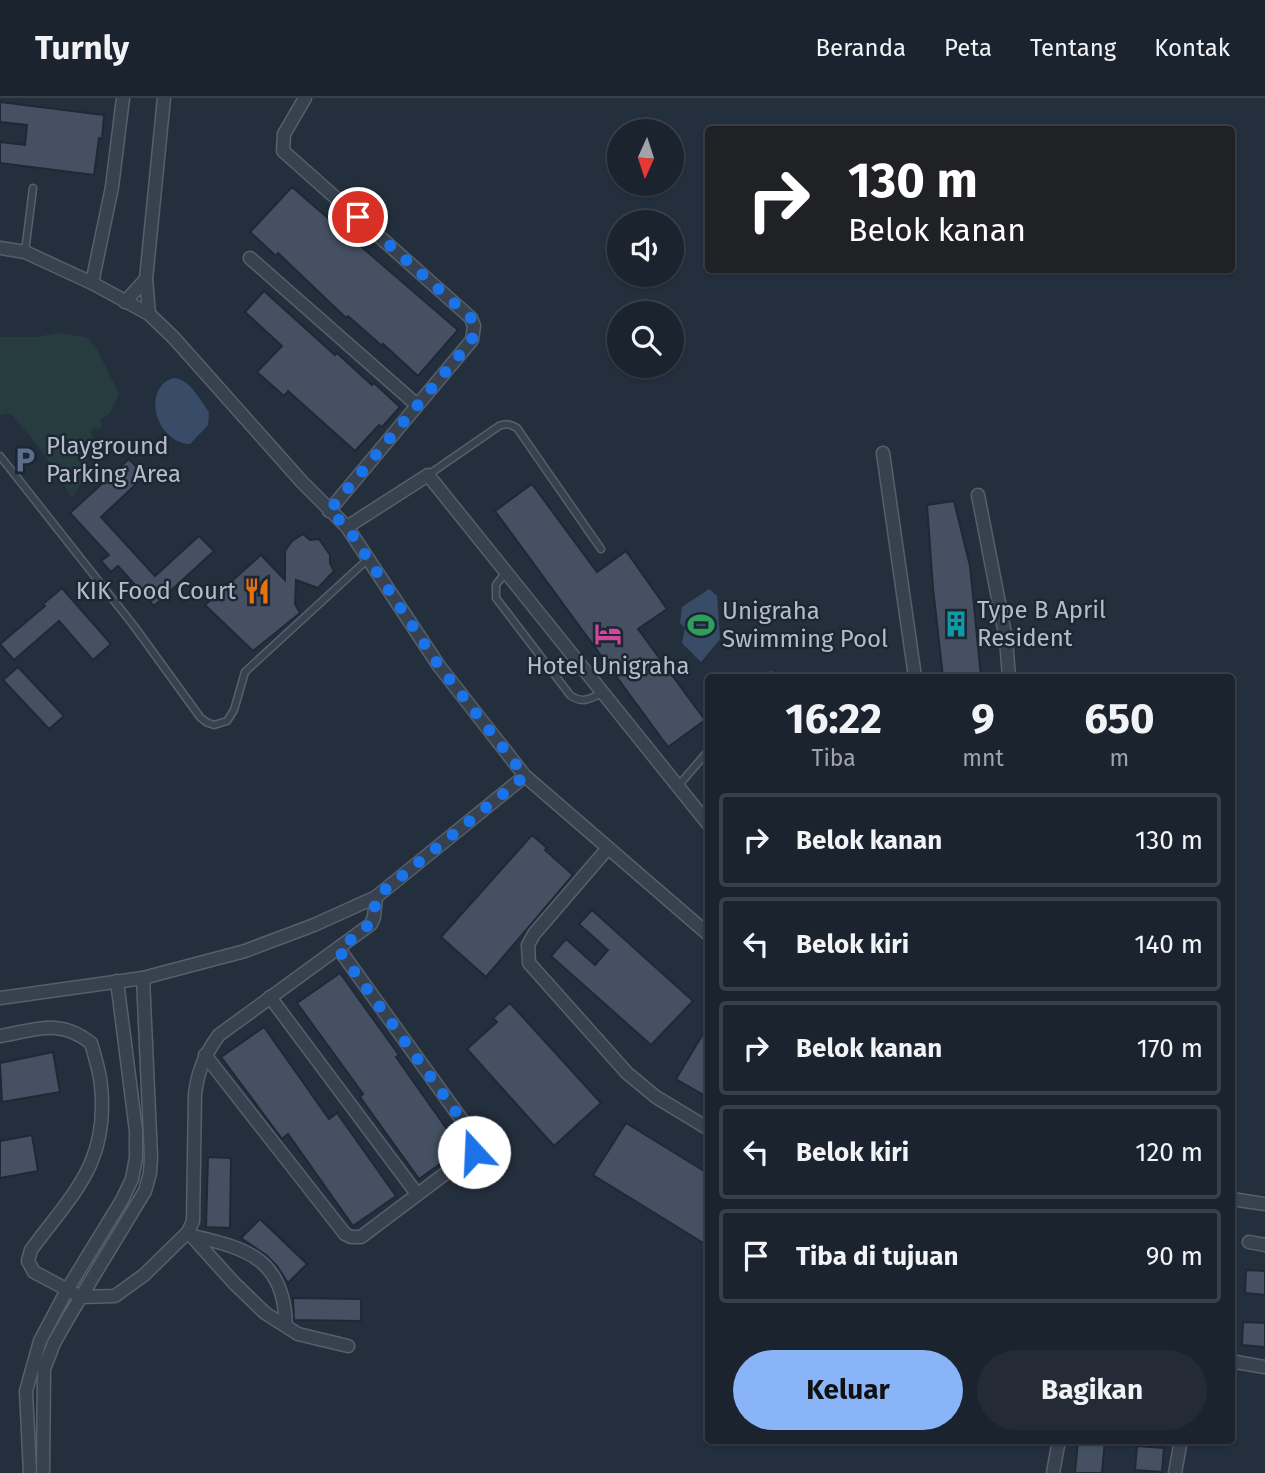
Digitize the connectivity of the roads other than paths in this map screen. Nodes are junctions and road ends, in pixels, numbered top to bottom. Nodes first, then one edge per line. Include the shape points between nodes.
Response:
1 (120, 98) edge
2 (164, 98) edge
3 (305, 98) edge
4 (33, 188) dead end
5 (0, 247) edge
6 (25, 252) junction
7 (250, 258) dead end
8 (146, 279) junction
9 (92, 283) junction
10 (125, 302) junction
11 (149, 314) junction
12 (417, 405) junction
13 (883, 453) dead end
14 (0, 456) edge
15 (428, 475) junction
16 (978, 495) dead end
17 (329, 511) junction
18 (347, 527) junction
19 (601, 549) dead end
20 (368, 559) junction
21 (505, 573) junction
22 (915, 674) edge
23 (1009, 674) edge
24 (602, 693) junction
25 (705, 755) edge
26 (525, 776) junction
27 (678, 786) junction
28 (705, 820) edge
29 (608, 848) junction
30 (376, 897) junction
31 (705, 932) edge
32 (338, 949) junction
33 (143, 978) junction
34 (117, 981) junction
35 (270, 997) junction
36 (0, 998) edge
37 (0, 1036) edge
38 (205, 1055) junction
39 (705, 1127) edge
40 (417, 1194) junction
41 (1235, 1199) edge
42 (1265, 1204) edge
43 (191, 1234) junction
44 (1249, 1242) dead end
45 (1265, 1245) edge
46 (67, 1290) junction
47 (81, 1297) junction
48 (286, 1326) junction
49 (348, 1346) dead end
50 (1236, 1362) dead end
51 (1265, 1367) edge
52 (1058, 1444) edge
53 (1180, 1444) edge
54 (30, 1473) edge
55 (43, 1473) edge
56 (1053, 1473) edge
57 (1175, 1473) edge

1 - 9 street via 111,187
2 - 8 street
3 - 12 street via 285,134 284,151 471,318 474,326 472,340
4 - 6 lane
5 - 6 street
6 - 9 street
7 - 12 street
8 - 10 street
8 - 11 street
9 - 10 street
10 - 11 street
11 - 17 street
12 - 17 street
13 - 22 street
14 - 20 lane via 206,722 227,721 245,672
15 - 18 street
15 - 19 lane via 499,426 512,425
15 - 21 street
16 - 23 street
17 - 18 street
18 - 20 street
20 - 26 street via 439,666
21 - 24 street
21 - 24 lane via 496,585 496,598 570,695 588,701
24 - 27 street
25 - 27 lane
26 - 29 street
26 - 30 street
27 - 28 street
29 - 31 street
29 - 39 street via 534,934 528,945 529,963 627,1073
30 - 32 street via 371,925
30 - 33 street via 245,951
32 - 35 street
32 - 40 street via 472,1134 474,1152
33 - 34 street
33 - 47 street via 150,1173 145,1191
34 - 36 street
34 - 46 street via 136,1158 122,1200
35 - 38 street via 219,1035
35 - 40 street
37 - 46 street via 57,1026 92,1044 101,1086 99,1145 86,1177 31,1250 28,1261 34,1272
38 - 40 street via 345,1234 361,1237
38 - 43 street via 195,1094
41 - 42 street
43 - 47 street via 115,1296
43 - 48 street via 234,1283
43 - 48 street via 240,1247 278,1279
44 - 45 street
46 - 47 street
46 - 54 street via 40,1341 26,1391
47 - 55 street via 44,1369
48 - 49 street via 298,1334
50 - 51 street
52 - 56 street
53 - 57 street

==

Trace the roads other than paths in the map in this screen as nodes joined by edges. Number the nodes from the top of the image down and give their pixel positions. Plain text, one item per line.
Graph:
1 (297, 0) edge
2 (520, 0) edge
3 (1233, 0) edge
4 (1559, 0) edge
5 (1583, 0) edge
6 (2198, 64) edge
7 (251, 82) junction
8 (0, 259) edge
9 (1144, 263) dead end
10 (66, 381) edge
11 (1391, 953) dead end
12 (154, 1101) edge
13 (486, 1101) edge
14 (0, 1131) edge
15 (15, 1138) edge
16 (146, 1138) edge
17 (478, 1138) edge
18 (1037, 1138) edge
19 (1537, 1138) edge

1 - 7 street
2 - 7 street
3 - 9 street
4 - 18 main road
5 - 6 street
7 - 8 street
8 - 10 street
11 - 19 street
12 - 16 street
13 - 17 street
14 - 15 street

...

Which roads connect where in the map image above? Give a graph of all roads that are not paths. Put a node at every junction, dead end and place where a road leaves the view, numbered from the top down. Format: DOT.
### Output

• **EXERCISE**:
Using the listing above, state the number of lines that hold "than", with no other text.

• **EXERCISE RESPONSE**:
2